On this third day of Christmas, we not only get three french hens, but, far better, we get to celebrate the beloved Apostle, Saint John the Evangelist, whose Gospel signifies most clearly the eternal existence of Christ as the Logos, the eternal, subsistent Word of the Father, Who has always been ‘with’ the Father from all ages, ‘God from God, Light from Light, true God from true God, consubstantial…’ homo-ousios, the ‘very same substance’ as God the Father, as the Church would formulate in the creed at the first ecumenical Council at Nicaea in 325, in condemning the Arians, who denied His eternal pre-existence (there was a time when he was not was their own watchword).

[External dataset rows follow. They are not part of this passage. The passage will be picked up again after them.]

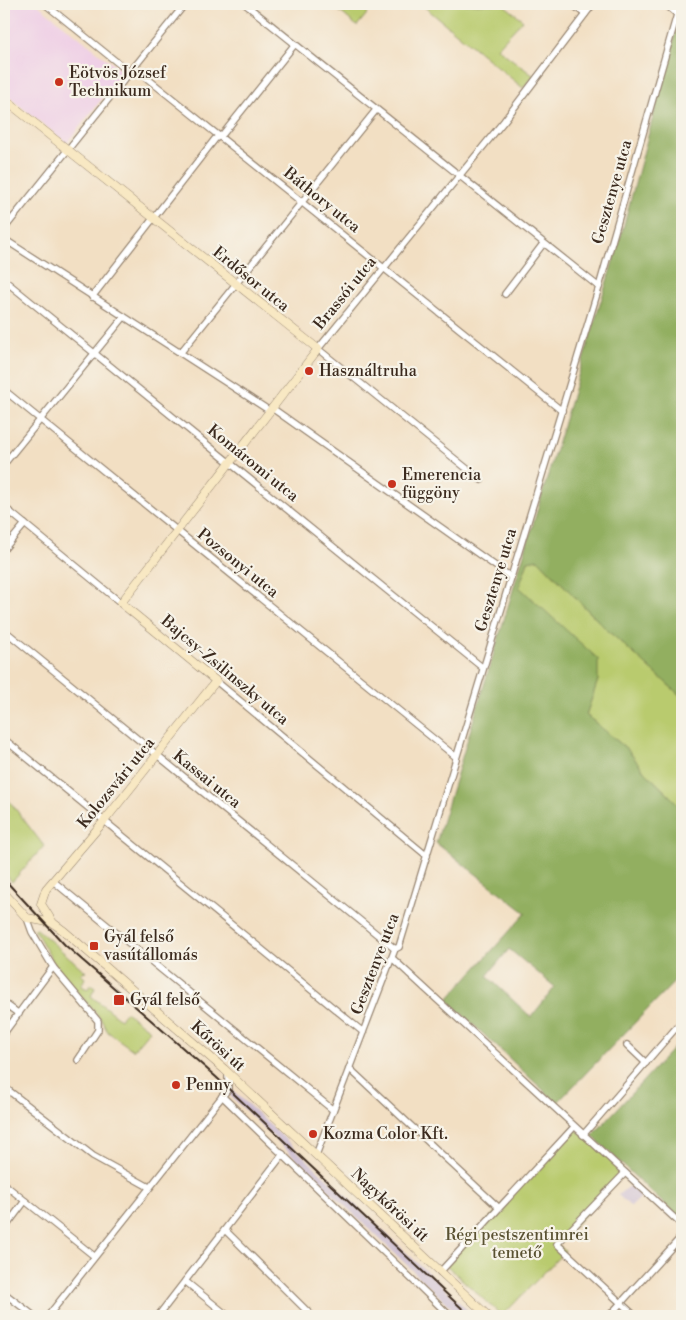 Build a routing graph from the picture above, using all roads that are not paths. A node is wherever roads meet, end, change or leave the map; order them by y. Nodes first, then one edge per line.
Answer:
1 (45, 4) edge
2 (185, 4) edge
3 (245, 4) edge
4 (572, 4) edge
5 (593, 4) edge
6 (665, 4) edge
7 (680, 4) edge
8 (585, 14) junction
9 (678, 14) junction
10 (295, 44) junction
11 (131, 69) junction
12 (4, 99) edge
13 (376, 110) junction
14 (220, 136) junction
15 (67, 150) junction
16 (458, 176) junction
17 (301, 201) junction
18 (154, 218) junction
19 (4, 229) edge
20 (4, 239) edge
21 (543, 244) junction
22 (384, 267) junction
23 (4, 280) edge
24 (234, 284) junction
25 (600, 287) junction
26 (505, 294) dead end
27 (92, 297) junction
28 (124, 317) junction
29 (318, 349) junction
30 (181, 352) junction
31 (93, 355) junction
32 (4, 390) edge
33 (271, 409) junction
34 (562, 411) junction
35 (41, 420) junction
36 (230, 462) junction
37 (4, 464) edge
38 (481, 480) dead end
39 (4, 507) edge
40 (25, 524) junction
41 (177, 531) junction
42 (4, 549) edge
43 (511, 577) junction
44 (122, 602) junction
45 (4, 630) edge
46 (483, 668) junction
47 (216, 681) junction
48 (4, 739) edge
49 (156, 756) junction
50 (456, 757) junction
51 (105, 820) junction
52 (427, 856) junction
53 (53, 881) junction
54 (4, 893) edge
55 (41, 904) junction
56 (31, 919) junction
57 (53, 923) junction
58 (395, 949) junction
59 (392, 958) junction
60 (53, 967) junction
61 (4, 1003) edge
62 (19, 1014) junction
63 (682, 1021) edge
64 (363, 1032) junction
65 (4, 1033) edge
66 (627, 1045) dead end
67 (78, 1060) dead end
68 (646, 1063) junction
69 (349, 1068) junction
70 (228, 1073) junction
71 (358, 1076) junction
72 (345, 1077) junction
73 (4, 1087) edge
74 (244, 1088) junction
75 (228, 1089) junction
76 (222, 1096) junction
77 (333, 1110) junction
78 (574, 1127) junction
79 (583, 1134) junction
80 (283, 1154) junction
81 (316, 1155) junction
82 (625, 1173) junction
83 (4, 1184) edge
84 (149, 1187) junction
85 (26, 1201) junction
86 (498, 1207) junction
87 (682, 1225) edge
88 (4, 1229) edge
89 (225, 1230) junction
90 (682, 1236) edge
91 (94, 1256) junction
92 (440, 1272) junction
93 (185, 1281) junction
94 (4, 1293) edge
95 (621, 1303) junction
96 (34, 1316) edge
97 (48, 1316) edge
98 (158, 1316) edge
99 (228, 1316) edge
100 (312, 1316) edge
101 (450, 1316) edge
102 (488, 1316) edge
103 (608, 1316) edge
104 (635, 1316) edge

1 - 11 street, Báthory utca
2 - 11 street
3 - 10 street
4 - 8 street
5 - 8 street, Brassói utca
6 - 9 street
7 - 9 street, Gesztenye utca
8 - 16 street, Brassói utca
9 - 25 street, Gesztenye utca
10 - 13 street
10 - 14 street
11 - 14 street, Báthory utca
11 - 15 street
12 - 15 street, Erdősor utca
13 - 16 street
13 - 17 street
14 - 17 street, Báthory utca
14 - 18 street
15 - 18 street, Erdősor utca
15 - 19 street
16 - 21 street
16 - 22 street, Brassói utca
17 - 22 street, Báthory utca
17 - 24 street
18 - 24 street, Erdősor utca
18 - 27 street
20 - 27 street
21 - 25 street
21 - 26 street
22 - 29 street, Brassói utca
22 - 34 street, Báthory utca
23 - 31 street, Komáromi utca
24 - 29 street, Erdősor utca
24 - 30 street
25 - 34 street, Gesztenye utca
27 - 28 street
28 - 30 street
28 - 31 street
29 - 33 street, Brassói utca
29 - 38 street, Erdősor utca
30 - 33 street
31 - 35 street
31 - 36 street, Komáromi utca
32 - 35 street, Pozsonyi utca
33 - 36 street, Brassói utca
33 - 43 street
34 - 43 street, Gesztenye utca
35 - 37 street
35 - 41 street, Pozsonyi utca
36 - 41 street, Brassói utca
36 - 46 street, Komáromi utca
39 - 40 street, Bajcsy-Zsilinszky utca
40 - 42 street
40 - 44 street, Bajcsy-Zsilinszky utca
41 - 44 street, Brassói utca
41 - 50 street, Pozsonyi utca
43 - 46 street, Gesztenye utca
44 - 47 street, Bajcsy-Zsilinszky utca
45 - 49 street, Kassai utca
46 - 50 street, Gesztenye utca
47 - 49 street, Kolozsvári utca
47 - 52 street, Bajcsy-Zsilinszky utca
48 - 51 street
49 - 51 street, Kolozsvári utca
49 - 58 street, Kassai utca
50 - 52 street, Gesztenye utca
51 - 53 street, Kolozsvári utca
51 - 64 street
52 - 58 street, Gesztenye utca
53 - 55 street, Kolozsvári utca
53 - 77 street
54 - 56 street
55 - 56 street, Kolozsvári utca
55 - 57 street
56 - 57 street
56 - 60 street
57 - 70 street, Kőrösi út
58 - 59 street, Gesztenye utca
59 - 64 street, Gesztenye utca
59 - 78 street
60 - 62 street
60 - 67 street
61 - 62 street
62 - 65 street
63 - 68 street
64 - 69 street, Gesztenye utca
66 - 68 street
68 - 79 street
69 - 71 street
69 - 72 street, Gesztenye utca
70 - 74 street, Kőrösi út
70 - 75 street
71 - 72 street
71 - 86 street
72 - 77 street, Gesztenye utca
73 - 84 street
74 - 75 street
74 - 81 street, Kőrösi út
75 - 76 street
76 - 80 street
76 - 84 street
77 - 81 street, Gesztenye utca
78 - 79 street
78 - 86 street
79 - 82 street
80 - 89 street
80 - 101 street
81 - 92 street, Nagykőrösi út
82 - 87 street
82 - 95 street
83 - 85 street
84 - 91 street
85 - 88 street
85 - 91 street
86 - 92 street
89 - 93 street
89 - 100 street
90 - 95 street
91 - 97 street
92 - 102 street, Nagykőrösi út
93 - 98 street
93 - 99 street
94 - 96 street
95 - 103 street
95 - 104 street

This is the Truth that is from God (1 John 4:2), the denial of which, as Saint John was to claim, is the very spirit of Antichrist, a spirit that would wreak havoc with the Faith in the worldwide apostasy before the end in that final ascendancy of evil.
But the choice is ours to make. We know that in that Trinitarian mystery in whose blessed company we hope to spend all eternity in a bliss beyond comprehension, Christ is the same God as the One Who spoke to Moses, the ‘I Am’, the divine Name, YHWH which, more than once, He claims for Himself (cf., John 8:58).
John’s Gospel is the most mystical and theological, following Christ along a different timeline, hence not classed amongst the other ‘synoptic’ Gospels, which recount His ministry from ‘one eye’s view’. His narrative is filled with meditations from Christ of rich theological depth – after all, why not, for here we have God speaking of God. I and the Father are one, and He who has seen me has seen the Father.
The mystery of the Incarnation which we celebrate in these Christmas days is the deepest and most significant truth ever revealed, and the most important question one can ask is ‘Who is Christ?’: Who do you say that I am?
Everything, here and in eternity, hinges upon the answer we give, and how we live out that response.
We know the reply the Apostle gave, as we read in today’s Gospel: ‘ He saw, and believed’.
May we too ‘see’, and believe, so that, as the Evangelist claims as his very purpose in writing his testimony, our own joy may be complete.